WHAT THIS TASK INVOLVES: All entries should be copied exactly, none left out.

[Collection entries]
______________________________

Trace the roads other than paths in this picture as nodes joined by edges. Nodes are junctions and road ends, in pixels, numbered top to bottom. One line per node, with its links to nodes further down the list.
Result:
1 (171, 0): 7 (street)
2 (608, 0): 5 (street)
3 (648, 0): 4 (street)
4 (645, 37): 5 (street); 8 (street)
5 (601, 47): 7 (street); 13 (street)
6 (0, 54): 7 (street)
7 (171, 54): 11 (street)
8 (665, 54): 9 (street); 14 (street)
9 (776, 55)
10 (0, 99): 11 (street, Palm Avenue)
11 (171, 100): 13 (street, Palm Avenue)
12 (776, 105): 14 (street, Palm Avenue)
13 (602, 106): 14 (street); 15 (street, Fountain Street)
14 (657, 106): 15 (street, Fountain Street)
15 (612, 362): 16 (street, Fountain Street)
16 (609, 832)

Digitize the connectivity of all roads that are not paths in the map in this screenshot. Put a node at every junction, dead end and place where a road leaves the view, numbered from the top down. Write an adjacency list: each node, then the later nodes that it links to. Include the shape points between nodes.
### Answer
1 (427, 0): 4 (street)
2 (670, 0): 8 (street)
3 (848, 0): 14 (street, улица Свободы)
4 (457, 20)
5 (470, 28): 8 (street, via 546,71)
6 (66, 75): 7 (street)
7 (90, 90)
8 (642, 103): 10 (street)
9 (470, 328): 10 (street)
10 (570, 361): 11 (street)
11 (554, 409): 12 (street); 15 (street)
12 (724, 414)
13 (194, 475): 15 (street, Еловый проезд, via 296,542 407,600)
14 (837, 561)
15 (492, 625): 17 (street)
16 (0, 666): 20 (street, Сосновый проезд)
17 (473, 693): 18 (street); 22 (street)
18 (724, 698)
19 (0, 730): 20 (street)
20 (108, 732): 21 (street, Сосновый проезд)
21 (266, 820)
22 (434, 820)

______________________________

SOLUTION TO THIS EXERCISE:
Trace the roads other than paths in this picture as nodes joined by edges. Nodes are junctions and road ends, in pixels, numbered top to bottom. One line per node, with its links to nodes further down the list.
Result:
1 (171, 0): 7 (street)
2 (608, 0): 5 (street)
3 (648, 0): 4 (street)
4 (645, 37): 5 (street); 8 (street)
5 (601, 47): 7 (street); 13 (street)
6 (0, 54): 7 (street)
7 (171, 54): 11 (street)
8 (665, 54): 9 (street); 14 (street)
9 (776, 55)
10 (0, 99): 11 (street, Palm Avenue)
11 (171, 100): 13 (street, Palm Avenue)
12 (776, 105): 14 (street, Palm Avenue)
13 (602, 106): 14 (street); 15 (street, Fountain Street)
14 (657, 106): 15 (street, Fountain Street)
15 (612, 362): 16 (street, Fountain Street)
16 (609, 832)

Digitize the connectivity of all roads that are not paths in the map in this screenshot. Put a node at every junction, dead end and place where a road leaves the view, numbered from the top down. Write an adjacency list: each node, then the later nodes that it links to. Include the shape points between nodes.
### Answer
1 (427, 0): 4 (street)
2 (670, 0): 8 (street)
3 (848, 0): 14 (street, улица Свободы)
4 (457, 20)
5 (470, 28): 8 (street, via 546,71)
6 (66, 75): 7 (street)
7 (90, 90)
8 (642, 103): 10 (street)
9 (470, 328): 10 (street)
10 (570, 361): 11 (street)
11 (554, 409): 12 (street); 15 (street)
12 (724, 414)
13 (194, 475): 15 (street, Еловый проезд, via 296,542 407,600)
14 (837, 561)
15 (492, 625): 17 (street)
16 (0, 666): 20 (street, Сосновый проезд)
17 (473, 693): 18 (street); 22 (street)
18 (724, 698)
19 (0, 730): 20 (street)
20 (108, 732): 21 (street, Сосновый проезд)
21 (266, 820)
22 (434, 820)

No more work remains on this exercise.